Transcribe, word for word and without additions, each line below from the one containing "Turn every road, lane" through the one containing "Digitize the connectivity", both ends included.

[Collected data entries]
====

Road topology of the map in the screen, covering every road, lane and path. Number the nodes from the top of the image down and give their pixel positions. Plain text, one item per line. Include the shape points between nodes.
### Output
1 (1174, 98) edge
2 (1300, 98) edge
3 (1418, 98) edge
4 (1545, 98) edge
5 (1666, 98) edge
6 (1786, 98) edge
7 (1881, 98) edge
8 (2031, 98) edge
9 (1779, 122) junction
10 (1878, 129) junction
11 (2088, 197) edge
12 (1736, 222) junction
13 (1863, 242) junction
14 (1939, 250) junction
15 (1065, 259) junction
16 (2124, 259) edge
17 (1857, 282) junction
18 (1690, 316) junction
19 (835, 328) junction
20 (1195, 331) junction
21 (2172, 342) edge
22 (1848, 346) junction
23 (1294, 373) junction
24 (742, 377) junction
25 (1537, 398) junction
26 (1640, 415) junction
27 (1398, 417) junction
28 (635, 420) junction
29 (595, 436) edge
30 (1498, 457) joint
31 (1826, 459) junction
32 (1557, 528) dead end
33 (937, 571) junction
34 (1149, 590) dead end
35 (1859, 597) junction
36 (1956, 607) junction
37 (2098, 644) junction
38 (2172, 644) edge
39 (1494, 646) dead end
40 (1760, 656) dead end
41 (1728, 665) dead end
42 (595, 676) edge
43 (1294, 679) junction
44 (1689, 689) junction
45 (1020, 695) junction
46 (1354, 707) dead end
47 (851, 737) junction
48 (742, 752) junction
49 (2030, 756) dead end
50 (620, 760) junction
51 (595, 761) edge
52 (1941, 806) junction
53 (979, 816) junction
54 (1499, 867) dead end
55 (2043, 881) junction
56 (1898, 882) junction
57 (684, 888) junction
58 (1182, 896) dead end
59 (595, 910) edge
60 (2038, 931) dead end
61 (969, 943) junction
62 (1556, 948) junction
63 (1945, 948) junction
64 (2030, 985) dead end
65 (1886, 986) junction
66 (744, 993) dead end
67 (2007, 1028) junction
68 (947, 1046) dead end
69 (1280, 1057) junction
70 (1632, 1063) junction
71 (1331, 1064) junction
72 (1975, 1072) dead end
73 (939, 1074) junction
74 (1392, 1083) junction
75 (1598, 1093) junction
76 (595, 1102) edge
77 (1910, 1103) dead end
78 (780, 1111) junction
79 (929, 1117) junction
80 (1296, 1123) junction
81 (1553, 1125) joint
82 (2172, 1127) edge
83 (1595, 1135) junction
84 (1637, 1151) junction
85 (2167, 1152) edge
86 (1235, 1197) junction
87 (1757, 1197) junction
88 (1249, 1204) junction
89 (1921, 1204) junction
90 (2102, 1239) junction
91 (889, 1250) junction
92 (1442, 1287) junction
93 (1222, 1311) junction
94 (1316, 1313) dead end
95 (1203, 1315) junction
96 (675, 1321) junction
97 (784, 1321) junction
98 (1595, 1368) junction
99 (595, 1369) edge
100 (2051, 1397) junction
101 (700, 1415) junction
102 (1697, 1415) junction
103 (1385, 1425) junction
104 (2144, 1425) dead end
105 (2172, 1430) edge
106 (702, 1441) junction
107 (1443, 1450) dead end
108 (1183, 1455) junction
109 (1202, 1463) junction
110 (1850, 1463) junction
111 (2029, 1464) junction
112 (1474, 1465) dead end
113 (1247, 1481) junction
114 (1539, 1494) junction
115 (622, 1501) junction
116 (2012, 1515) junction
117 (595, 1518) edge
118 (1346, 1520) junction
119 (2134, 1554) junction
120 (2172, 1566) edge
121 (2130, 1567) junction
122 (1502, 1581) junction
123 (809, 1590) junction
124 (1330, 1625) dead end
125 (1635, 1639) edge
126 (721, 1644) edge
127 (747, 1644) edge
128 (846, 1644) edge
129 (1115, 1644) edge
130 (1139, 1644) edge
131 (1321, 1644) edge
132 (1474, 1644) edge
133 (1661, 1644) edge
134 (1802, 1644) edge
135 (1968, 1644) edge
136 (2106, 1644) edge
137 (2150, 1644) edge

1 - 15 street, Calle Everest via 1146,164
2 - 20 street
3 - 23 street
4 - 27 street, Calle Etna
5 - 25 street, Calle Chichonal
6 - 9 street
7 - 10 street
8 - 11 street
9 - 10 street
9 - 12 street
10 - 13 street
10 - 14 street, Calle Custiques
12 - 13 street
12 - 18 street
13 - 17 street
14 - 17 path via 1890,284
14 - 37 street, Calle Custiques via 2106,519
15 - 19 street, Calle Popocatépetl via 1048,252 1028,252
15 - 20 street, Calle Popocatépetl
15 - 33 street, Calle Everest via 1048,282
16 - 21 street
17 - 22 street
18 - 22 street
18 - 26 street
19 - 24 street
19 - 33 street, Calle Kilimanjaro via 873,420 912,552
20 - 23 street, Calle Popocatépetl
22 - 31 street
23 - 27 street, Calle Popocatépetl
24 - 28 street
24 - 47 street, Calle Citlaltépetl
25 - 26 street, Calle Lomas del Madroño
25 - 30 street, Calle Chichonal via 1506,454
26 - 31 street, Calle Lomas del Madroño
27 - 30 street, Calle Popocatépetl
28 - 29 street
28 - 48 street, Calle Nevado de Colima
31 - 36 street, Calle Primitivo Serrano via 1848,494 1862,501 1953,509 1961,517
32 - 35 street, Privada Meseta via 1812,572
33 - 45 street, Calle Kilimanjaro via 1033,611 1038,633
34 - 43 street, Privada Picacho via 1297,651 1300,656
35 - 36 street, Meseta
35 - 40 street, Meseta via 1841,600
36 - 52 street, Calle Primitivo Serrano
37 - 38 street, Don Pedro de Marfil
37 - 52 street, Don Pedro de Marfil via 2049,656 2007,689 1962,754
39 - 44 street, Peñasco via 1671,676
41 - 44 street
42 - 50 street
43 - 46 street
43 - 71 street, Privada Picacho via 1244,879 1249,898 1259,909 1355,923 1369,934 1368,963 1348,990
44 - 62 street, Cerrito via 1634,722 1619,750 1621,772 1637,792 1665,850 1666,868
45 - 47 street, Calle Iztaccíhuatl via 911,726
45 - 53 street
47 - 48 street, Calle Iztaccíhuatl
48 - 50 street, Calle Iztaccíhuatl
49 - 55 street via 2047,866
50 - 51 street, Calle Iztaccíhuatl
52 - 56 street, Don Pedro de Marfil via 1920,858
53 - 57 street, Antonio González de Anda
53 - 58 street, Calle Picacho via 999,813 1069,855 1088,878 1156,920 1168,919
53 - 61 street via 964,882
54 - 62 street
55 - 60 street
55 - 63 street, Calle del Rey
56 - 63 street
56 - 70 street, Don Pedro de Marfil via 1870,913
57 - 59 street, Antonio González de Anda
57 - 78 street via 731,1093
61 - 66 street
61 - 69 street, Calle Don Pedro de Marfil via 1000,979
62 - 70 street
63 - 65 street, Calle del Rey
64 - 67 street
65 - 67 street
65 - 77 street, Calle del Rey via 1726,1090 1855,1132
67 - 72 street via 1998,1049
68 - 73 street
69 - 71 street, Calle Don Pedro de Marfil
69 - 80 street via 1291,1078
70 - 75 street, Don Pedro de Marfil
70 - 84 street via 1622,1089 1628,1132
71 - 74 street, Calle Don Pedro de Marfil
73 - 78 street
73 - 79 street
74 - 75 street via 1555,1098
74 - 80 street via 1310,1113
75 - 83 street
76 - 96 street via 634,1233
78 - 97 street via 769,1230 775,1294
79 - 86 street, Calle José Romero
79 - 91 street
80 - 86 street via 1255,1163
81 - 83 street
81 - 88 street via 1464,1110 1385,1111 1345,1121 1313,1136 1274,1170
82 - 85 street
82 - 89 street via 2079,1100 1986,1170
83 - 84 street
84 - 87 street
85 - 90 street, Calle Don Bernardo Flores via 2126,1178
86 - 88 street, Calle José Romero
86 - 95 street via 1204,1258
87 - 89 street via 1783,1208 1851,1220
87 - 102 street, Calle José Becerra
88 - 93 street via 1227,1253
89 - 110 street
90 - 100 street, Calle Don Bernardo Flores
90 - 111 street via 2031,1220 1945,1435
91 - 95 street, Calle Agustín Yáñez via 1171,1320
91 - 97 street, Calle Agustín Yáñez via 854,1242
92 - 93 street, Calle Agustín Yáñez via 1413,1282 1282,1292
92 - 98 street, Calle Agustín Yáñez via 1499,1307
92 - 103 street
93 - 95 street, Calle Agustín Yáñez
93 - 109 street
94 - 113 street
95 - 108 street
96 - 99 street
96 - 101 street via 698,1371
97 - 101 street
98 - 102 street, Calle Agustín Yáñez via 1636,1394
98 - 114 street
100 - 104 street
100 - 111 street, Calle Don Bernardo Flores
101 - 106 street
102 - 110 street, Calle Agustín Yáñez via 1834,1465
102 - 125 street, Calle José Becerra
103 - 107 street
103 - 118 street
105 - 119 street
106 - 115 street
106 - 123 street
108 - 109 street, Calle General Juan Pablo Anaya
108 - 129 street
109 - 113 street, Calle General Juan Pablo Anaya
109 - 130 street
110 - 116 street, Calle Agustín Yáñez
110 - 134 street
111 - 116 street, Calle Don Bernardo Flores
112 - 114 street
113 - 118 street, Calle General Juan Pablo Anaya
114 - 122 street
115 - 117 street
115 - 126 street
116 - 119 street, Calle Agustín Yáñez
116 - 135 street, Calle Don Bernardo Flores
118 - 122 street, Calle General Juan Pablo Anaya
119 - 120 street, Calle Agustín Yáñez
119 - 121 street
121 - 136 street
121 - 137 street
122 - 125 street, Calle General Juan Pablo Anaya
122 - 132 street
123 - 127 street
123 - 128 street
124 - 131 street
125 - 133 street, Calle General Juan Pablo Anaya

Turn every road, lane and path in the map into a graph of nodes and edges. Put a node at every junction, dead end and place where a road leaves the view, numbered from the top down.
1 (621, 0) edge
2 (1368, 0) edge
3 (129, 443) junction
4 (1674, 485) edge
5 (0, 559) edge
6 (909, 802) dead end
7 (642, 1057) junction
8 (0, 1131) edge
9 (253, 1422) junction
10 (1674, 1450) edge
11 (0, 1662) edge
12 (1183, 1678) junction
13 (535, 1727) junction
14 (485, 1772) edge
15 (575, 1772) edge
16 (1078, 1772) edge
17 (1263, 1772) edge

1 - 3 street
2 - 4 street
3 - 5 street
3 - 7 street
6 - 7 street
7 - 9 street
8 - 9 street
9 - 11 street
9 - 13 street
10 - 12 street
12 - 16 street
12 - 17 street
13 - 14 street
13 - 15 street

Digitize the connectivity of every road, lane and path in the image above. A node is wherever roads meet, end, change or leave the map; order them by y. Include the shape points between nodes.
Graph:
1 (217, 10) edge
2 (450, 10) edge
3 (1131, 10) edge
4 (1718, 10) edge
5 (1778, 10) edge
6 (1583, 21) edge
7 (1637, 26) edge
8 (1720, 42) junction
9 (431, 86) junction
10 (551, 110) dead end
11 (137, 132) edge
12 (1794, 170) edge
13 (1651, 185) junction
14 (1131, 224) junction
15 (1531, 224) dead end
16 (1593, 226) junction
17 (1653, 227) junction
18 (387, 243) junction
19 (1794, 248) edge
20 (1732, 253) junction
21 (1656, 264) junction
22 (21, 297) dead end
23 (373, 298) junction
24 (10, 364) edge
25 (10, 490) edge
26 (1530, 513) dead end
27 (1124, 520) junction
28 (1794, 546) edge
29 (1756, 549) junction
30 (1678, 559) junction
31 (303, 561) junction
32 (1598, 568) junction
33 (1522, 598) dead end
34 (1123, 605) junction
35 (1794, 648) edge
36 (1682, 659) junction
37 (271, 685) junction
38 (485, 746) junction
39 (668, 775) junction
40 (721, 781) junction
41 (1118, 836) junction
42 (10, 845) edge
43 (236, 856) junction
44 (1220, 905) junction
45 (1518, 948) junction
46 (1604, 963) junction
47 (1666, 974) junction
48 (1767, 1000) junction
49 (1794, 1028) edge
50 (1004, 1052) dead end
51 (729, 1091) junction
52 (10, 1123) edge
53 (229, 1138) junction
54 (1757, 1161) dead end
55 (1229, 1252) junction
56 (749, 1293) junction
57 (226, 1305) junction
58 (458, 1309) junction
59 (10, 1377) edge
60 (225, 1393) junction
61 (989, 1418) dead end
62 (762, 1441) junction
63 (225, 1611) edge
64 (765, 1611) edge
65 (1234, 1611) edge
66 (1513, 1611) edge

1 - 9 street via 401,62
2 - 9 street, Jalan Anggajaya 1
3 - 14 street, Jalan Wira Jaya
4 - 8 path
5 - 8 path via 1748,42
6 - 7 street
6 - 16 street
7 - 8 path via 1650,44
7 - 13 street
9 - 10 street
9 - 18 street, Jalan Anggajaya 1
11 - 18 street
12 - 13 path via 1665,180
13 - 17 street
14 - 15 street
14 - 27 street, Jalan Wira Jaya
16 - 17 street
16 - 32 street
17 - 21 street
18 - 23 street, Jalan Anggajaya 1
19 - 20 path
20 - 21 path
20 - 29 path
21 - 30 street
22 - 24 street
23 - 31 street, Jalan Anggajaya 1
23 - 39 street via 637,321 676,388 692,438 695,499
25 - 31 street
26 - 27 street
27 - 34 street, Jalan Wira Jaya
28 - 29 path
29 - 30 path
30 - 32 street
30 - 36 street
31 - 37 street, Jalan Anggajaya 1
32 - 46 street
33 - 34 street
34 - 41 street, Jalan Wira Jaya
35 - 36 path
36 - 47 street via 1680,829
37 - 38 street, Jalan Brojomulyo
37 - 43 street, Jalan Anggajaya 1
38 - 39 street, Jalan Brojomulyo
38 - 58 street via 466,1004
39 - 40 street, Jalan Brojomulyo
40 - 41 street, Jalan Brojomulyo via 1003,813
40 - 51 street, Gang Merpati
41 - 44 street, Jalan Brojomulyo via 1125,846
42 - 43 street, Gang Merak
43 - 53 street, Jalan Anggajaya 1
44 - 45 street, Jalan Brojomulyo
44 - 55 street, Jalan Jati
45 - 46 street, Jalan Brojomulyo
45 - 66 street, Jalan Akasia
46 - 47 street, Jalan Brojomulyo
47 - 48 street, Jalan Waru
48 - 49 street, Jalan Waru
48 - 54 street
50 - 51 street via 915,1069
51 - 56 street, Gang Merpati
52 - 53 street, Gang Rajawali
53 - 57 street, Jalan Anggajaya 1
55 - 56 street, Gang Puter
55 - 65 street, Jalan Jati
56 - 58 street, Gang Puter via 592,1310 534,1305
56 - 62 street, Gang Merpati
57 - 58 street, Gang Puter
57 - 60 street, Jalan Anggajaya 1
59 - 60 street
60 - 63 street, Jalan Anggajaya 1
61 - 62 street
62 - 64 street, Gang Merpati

====

**Task result**
Turn every road, lane and path in the map into a graph of nodes and edges. Put a node at every junction, dead end and place where a road leaves the view, numbered from the top down.
1 (621, 0) edge
2 (1368, 0) edge
3 (129, 443) junction
4 (1674, 485) edge
5 (0, 559) edge
6 (909, 802) dead end
7 (642, 1057) junction
8 (0, 1131) edge
9 (253, 1422) junction
10 (1674, 1450) edge
11 (0, 1662) edge
12 (1183, 1678) junction
13 (535, 1727) junction
14 (485, 1772) edge
15 (575, 1772) edge
16 (1078, 1772) edge
17 (1263, 1772) edge

1 - 3 street
2 - 4 street
3 - 5 street
3 - 7 street
6 - 7 street
7 - 9 street
8 - 9 street
9 - 11 street
9 - 13 street
10 - 12 street
12 - 16 street
12 - 17 street
13 - 14 street
13 - 15 street

Digitize the connectivity of every road, lane and path in the image above. A node is wherever roads meet, end, change or leave the map; order them by y. Include the shape points between nodes.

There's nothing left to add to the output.